Content starts

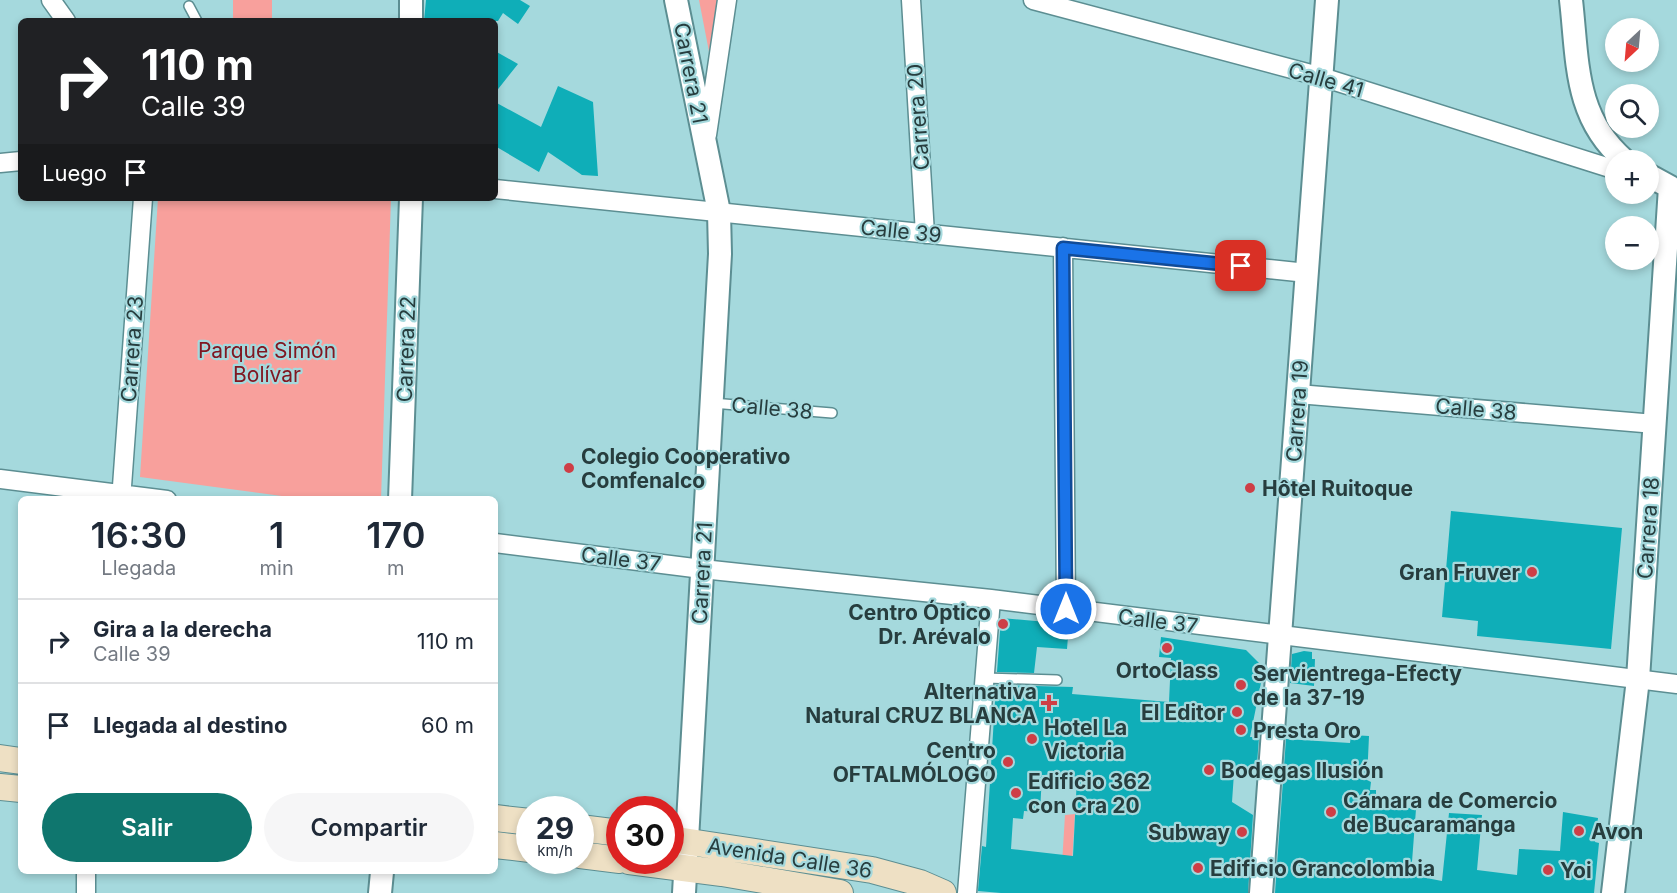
<!DOCTYPE html>
<html lang="es">
<meta charset="utf-8">
<style>
:root{--surface:#fff;--page:#f6f6f7;--text:#1f2937;--muted:#747a83;--line:#e0e1e3;--accent:#0f766e}
body{margin:0;font-family:Inter,sans-serif;background:var(--page);color:var(--text);height:100vh;display:flex;flex-direction:column;font-size:22px;white-space:nowrap}
*{box-sizing:border-box;margin:0}
p{font-size:20px;color:var(--muted)}
.icon{flex:none;width:33px;height:33px;fill:none;stroke:currentColor;stroke-width:2;stroke-linecap:round;stroke-linejoin:round}
.map{position:relative;flex:1;overflow:hidden}
.details{position:absolute;left:18px;top:496px;width:480px;height:378px;display:flex;flex-direction:column;background:var(--surface);border-radius:9px;box-shadow:0 3px 9px #0003}
.details>*{flex:none}
.banner{position:absolute;left:18px;top:18px;width:480px;height:183px;border-radius:9px;box-shadow:0 3px 9px #0003;background:#202124;color:#fff;overflow:hidden}
.needle{width:39px;rotate:206deg}
.fabs{position:absolute;left:1605px;top:18px;display:grid;gap:12px}
.fabs a{display:grid;place-items:center;width:54px;height:54px;border-radius:50%;background:var(--surface);box-shadow:0 3px 9px #0003;font-size:30px}
.speed{position:absolute;left:516px;top:796px;display:flex;gap:12px;font-size:30px;font-weight:700;text-align:center}
.speed>*{display:grid;place-content:center;width:78px;height:78px;border-radius:50%;background:var(--surface);box-shadow:0 3px 9px #0003;line-height:1}
.speed small{font-size:15px;font-weight:400}
.speed .limit{border:9px solid #d22;background:#fff;color:#111}
.pin{position:absolute;display:grid;place-items:center;width:51px;height:51px;color:#fff;margin:-26px;border-radius:12px;box-shadow:0 3px 9px #0006}
.me{position:absolute;width:66px;margin:-33px;rotate:0deg;stroke-linejoin:round;filter:drop-shadow(0 0 4px #0008)}
.turn{display:flex;align-items:center;gap:21px;height:126px;padding:0 24px;font-size:27px}
.turn .icon{width:78px;height:78px;stroke-width:2.5}
.turn b{display:block;font-size:42px;line-height:51px}
.then{display:flex;align-items:center;height:57px;padding:0 24px;background:#0003;gap:12px;font-size:22px}
.eta{display:flex;justify-content:space-evenly;align-items:center;height:102px;text-align:center}
.eta b{font-size:36px;font-weight:600;line-height:42px}
.cta{display:flex;gap:12px;margin-top:auto;padding:12px 24px}
.cta a{flex:1;height:69px;border-radius:36px;background:var(--accent);color:#fff;font-size:24px;font-weight:600;line-height:69px;text-align:center}
.cta a+a{background:var(--page);color:var(--text)}
ul{padding:0;list-style:none}
li{display:flex;align-items:center;gap:18px;height:84px;padding:0 24px;border-top:2px solid var(--line)}
li div{flex:1}
li b{display:block;font-size:22px}
li em{font-style:normal}
.map>svg:first-child{display:block}
.green{fill:#f8a09c}
.building{fill:#0faeb8;fill-rule:evenodd}
.lines{fill:none;stroke-linecap:round;stroke-linejoin:round}
.service-casing{stroke:#5c8e92;stroke-width:12}
.minor-casing{stroke:#5c8e92;stroke-width:21}
.tertiary-casing{stroke:#5c8e92;stroke-width:26}
.secondary-casing{stroke:#5c8e92;stroke-width:28}
.service{stroke:#fff;stroke-width:9}
.minor{stroke:#fff;stroke-width:18}
.tertiary{stroke:#fff;stroke-width:22}
.secondary{stroke:#eee0c4;stroke-width:26}
.route-casing{stroke:#114b97;stroke-width:15}
.route{stroke:#1a73e8;stroke-width:10}
.poi-dot{fill:#ce3e46;stroke:#a5d9dd;stroke-width:2}
.labels{text-anchor:middle;dominant-baseline:central;stroke-width:4.5;stroke-linejoin:round;paint-order:stroke}
.street-label{font-size:21px;fill:#273d3e;stroke:#a5d9dd}
.park-label{font-size:21px;fill:#801721;stroke:#a5d9dd}
.poi-label{font-size:21px;font-weight:bold;fill:#273d3e;stroke:#a5d9dd;text-anchor:start}
</style>
<div class="map">
<svg width="1677" height="893" viewBox="0 0 1677 893">
<rect width="100%" height="100%" fill="#a5d9dd"/>
<path class="green" d="M233,0H272V21H233Z
M699,0H719L711,62Z
M158,198H391L381,499H304L140,477Z
M1075,814L1070,893H1052L1062,864L1065,815Z"/>
<path class="building" d="M426,0H520L530,6L518,24L503,13L498,21H424Z
M495,51L518,64L495,93Z
M558,86L593,102L598,176L582,175L548,152L539,172L495,146V102L541,127Z
M1451,511L1622,528L1611,649L1477,636L1478,621L1442,617Z
M1001,618L1069,624L1067,649L1037,647L1034,673L997,672Z
M1161,637L1246,650L1264,668L1250,737H1259L1257,764L1234,773L1232,802L1253,815L1248,893H1001L978,891L982,846L986,847L996,685L1073,687L1072,694L1169,702L1171,658L1159,657ZM1042,775L1077,777L1073,856L1011,849L1013,818L1023,819L1024,811L1040,812Z
M1304,651L1312,652V659H1315L1314,686L1290,683L1292,654Z
M1351,735L1369,736L1367,780L1371,782L1370,790H1376V803L1416,809L1411,875L1442,881L1449,813L1482,815L1477,870L1517,875L1519,849L1560,851L1563,812L1598,818L1595,842L1599,843L1594,893H1275L1286,739L1350,743Z"/>
<g class="lines">
<defs>
<path id="service" d="M189,6L197,21
M712,403L832,413
M985,678L1057,680"/>
<path id="minor" d="M51,0L66,21
M911,0L925,234
M1033,0L1322,77L1616,170
M707,135L727,0
M0,163L21,161
M495,189L1307,273
M1063,247L1066,609
M1298,394L1655,424
M0,479L167,500
M121,500L143,198
M495,543L702,569L991,599L1677,684
M86,893V872
M967,893L991,599"/>
<path id="tertiary" d="M411,0V21
M676,0L719,212L720,254L684,893
M1571,0C1578,61 1574,117 1624,160
M400,500L411,198
M380,893L382,872
M1261,893L1327,0
M1613,893L1638,679L1670,187L1648,175"/>
<path id="secondary" d="M0,758L21,761
M0,787L21,789
M495,818L530,822
M580,828L620,833
M670,839L872,870L920,883L943,893
M495,845L530,849
M580,855L620,860
M629,861L722,873L840,893"/>
</defs>
<use href="#service" class="service-casing"/>
<use href="#minor" class="minor-casing"/>
<use href="#tertiary" class="tertiary-casing"/>
<use href="#secondary" class="secondary-casing"/>
<use href="#service" class="service"/>
<use href="#minor" class="minor"/>
<use href="#tertiary" class="tertiary"/>
<use href="#secondary" class="secondary"/>
</g>
<g class="lines">
<defs>
<path id="route" d="M1066,609L1063,248L1241,266"/>
</defs>
<use href="#route" class="route-casing"/>
<use href="#route" class="route"/>
</g>
<g class="poi-dot">
<circle cx="569" cy="468" r="6"/>
<circle cx="1250" cy="488" r="6"/>
<circle cx="1532" cy="572" r="6"/>
<circle cx="1003" cy="624" r="6"/>
<circle cx="1167" cy="648" r="6"/>
<circle cx="1241" cy="685" r="6"/>
<path d="M1046 694h6v6h6v6h-6v6h-6v-6h-6v-6h6z"/>
<circle cx="1237" cy="712" r="6"/>
<circle cx="1241" cy="730" r="6"/>
<circle cx="1032" cy="739" r="6"/>
<circle cx="1008" cy="762" r="6"/>
<circle cx="1209" cy="770" r="6"/>
<circle cx="1016" cy="793" r="6"/>
<circle cx="1331" cy="812" r="6"/>
<circle cx="1579" cy="831" r="6"/>
<circle cx="1242" cy="832" r="6"/>
<circle cx="1198" cy="868" r="6"/>
<circle cx="1548" cy="870" r="6"/>
</g>
<g class="labels">
<g class="street-label">
<text transform="translate(691 73) rotate(79)">Carrera 21</text>
<text transform="translate(1326 80) rotate(16)">Calle 41</text>
<text transform="translate(918 117) rotate(-94)">Carrera 20</text>
<text transform="translate(901 231) rotate(6)">Calle 39</text>
<text transform="translate(132 349) rotate(-86)">Carrera 23</text>
<text transform="translate(406 349) rotate(-88)">Carrera 22</text>
<text transform="translate(772 408) rotate(5)">Calle 38</text>
<text transform="translate(1476 409) rotate(5)">Calle 38</text>
<text transform="translate(1297 411) rotate(-86)">Carrera 19</text>
<text transform="translate(1648 528) rotate(-86)">Carrera 18</text>
<text transform="translate(621 559) rotate(7)">Calle 37</text>
<text transform="translate(702 573) rotate(-87)">Carrera 21</text>
<text transform="translate(1158 621) rotate(7)">Calle 37</text>
<text transform="translate(790 858) rotate(9)">Avenida Calle 36</text>
</g>
<g class="park-label">
<text x="267" y="350">Parque Simón<tspan x="267" dy="24">Bolívar</tspan></text>
</g>
<g class="poi-label">
<text x="581" y="456">Colegio Cooperativo<tspan x="581" dy="24">Comfenalco</tspan></text>
<text x="1262" y="488">Hôtel Ruitoque</text>
<text x="1520" y="572" text-anchor="end">Gran Fruver</text>
<text x="991" y="612" text-anchor="end">Centro Óptico<tspan x="991" dy="24">Dr. Arévalo</tspan></text>
<text x="1167" y="670" text-anchor="middle">OrtoClass</text>
<text x="1253" y="673">Servientrega-Efecty<tspan x="1253" dy="24">de la 37-19</tspan></text>
<text x="1037" y="691" text-anchor="end">Alternativa<tspan x="1037" dy="24">Natural CRUZ BLANCA</tspan></text>
<text x="1225" y="712" text-anchor="end">El Editor</text>
<text x="1044" y="727">Hotel La<tspan x="1044" dy="24">Victoria</tspan></text>
<text x="1253" y="730">Presta Oro</text>
<text x="996" y="750" text-anchor="end">Centro<tspan x="996" dy="24">OFTALMÓLOGO</tspan></text>
<text x="1221" y="770">Bodegas Ilusión</text>
<text x="1028" y="781">Edificio 362<tspan x="1028" dy="24">con Cra 20</tspan></text>
<text x="1343" y="800">Cámara de Comercio<tspan x="1343" dy="24">de Bucaramanga</tspan></text>
<text x="1591" y="831">Avon</text>
<text x="1230" y="832" text-anchor="end">Subway</text>
<text x="1210" y="868">Edificio Grancolombia</text>
<text x="1560" y="870">Yoi</text>
</g>
</g>
</svg>
<div class="fabs">
<a><svg class="needle" viewBox="-14 -14 28 28"><path d="M0-13l5 13h-10z" fill="#e53935"/><path d="M0 13l5-13h-10z" fill="#747a83"/></svg></a>
<a><svg class="icon" aria-label="search" viewBox="0 0 24 24"><circle cx="10" cy="10" r="6"/><path d="M15 15l6 6"/></svg></a>
<a>+</a>
<a>−</a>
</div>
<div class="speed"><div>29<small>km/h</small></div><div class="limit">30</div></div>
<div class="pin" style="left:1241px;top:266px;background:#d93025"><svg class="icon" aria-label="arrive" viewBox="0 0 24 24"><path d="M6 21V4h12l-3 4 3 4H6"/></svg></div>
<svg class="me" style="left:1066px;top:609px" viewBox="-20 -20 40 40"><circle r="17" fill="#1a73e8" stroke="#fff" stroke-width="3"/><path d="M0-11L8 9 0 5-8 9z" fill="#fff"/></svg>
<div class="banner">
<div class="turn"><svg class="icon" aria-label="right" viewBox="0 0 24 24"><path d="M7 20v-9h11M14 6l5 5-5 5"/></svg><div><b>110 m</b>Calle 39</div></div>
<div class="then">Luego<svg class="icon" aria-label="arrive" viewBox="0 0 24 24"><path d="M6 21V4h12l-3 4 3 4H6"/></svg></div>
</div>
<section class="details">
<div class="eta">
<div><b>16:30</b><p>Llegada</p></div>
<div><b>1</b><p>min</p></div>
<div><b>170</b><p>m</p></div>
</div>
<ul>
<li><svg class="icon" aria-label="right" viewBox="0 0 24 24"><path d="M7 20v-9h11M14 6l5 5-5 5"/></svg><div><b>Gira a la derecha</b><p>Calle 39</p></div><em>110 m</em></li>
<li><svg class="icon" aria-label="arrive" viewBox="0 0 24 24"><path d="M6 21V4h12l-3 4 3 4H6"/></svg><div><b>Llegada al destino</b></div><em>60 m</em></li>
</ul>
<div class="cta"><a>Salir</a><a>Compartir</a></div>
</section>
</div>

Content ends

* Problem statement
From the material above, copy out every line bearing the string "banner".

* Output
.banner{position:absolute;left:18px;top:18px;width:480px;height:183px;border-radius:9px;box-shadow:0 3px 9px #0003;background:#202124;color:#fff;overflow:hidden}
<div class="banner">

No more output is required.